*Work task*.
Report every line of the data where the string "dead" appears.

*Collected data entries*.
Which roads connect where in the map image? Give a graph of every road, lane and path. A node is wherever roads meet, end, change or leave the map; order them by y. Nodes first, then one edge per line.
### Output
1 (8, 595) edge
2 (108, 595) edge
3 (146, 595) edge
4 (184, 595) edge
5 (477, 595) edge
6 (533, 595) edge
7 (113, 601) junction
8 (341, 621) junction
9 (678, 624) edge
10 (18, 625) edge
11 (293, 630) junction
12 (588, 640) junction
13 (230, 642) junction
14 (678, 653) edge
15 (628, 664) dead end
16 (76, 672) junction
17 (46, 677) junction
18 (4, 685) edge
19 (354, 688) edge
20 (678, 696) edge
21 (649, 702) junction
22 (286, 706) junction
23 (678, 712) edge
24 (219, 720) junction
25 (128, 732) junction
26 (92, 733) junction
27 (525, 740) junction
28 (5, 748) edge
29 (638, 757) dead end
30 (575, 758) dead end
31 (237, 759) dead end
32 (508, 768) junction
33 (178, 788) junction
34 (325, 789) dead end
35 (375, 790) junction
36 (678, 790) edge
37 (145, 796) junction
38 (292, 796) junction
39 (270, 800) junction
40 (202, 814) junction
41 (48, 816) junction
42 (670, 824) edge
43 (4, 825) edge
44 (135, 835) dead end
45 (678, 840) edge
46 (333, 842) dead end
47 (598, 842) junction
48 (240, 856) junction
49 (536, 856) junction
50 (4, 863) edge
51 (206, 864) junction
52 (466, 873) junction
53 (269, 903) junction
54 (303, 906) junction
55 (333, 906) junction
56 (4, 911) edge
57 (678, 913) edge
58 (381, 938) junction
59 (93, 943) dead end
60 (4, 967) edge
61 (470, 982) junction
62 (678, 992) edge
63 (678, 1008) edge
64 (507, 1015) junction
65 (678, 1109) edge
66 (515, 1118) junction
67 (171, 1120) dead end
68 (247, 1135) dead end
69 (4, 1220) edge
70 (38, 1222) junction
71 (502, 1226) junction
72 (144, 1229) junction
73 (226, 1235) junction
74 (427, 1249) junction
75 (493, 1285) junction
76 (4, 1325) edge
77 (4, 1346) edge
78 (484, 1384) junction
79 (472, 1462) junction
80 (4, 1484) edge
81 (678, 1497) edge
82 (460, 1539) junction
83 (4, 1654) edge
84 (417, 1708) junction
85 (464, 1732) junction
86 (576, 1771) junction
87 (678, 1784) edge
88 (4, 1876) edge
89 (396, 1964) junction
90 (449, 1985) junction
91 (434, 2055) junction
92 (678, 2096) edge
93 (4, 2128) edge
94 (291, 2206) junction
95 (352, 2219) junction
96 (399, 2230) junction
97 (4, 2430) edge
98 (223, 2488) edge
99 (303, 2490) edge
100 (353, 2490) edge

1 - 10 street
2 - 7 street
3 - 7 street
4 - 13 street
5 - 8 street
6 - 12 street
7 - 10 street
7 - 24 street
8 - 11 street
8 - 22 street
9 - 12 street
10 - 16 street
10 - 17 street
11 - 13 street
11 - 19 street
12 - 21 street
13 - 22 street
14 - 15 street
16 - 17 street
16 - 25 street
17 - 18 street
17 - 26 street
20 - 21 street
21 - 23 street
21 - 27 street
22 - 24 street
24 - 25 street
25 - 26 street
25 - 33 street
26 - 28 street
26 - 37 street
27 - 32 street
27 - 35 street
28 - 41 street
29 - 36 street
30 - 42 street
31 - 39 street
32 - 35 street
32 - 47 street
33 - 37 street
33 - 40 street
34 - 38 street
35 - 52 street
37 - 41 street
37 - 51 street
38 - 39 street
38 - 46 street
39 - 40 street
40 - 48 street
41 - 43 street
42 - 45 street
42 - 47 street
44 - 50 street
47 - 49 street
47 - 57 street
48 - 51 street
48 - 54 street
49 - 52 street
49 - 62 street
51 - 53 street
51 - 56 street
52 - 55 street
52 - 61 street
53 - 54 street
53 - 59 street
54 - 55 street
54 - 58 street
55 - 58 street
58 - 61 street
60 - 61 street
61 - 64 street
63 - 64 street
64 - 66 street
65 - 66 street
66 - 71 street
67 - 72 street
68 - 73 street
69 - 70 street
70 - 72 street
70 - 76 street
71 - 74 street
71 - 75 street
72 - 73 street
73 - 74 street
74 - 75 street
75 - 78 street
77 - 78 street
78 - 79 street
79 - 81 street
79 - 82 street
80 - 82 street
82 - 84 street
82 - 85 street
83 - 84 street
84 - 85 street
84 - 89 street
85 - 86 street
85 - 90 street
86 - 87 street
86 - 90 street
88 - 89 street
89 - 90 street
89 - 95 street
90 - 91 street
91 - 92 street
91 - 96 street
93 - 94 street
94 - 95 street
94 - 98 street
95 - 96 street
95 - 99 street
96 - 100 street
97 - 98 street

*Result of the task*.
15 (628, 664) dead end
29 (638, 757) dead end
30 (575, 758) dead end
31 (237, 759) dead end
34 (325, 789) dead end
44 (135, 835) dead end
46 (333, 842) dead end
59 (93, 943) dead end
67 (171, 1120) dead end
68 (247, 1135) dead end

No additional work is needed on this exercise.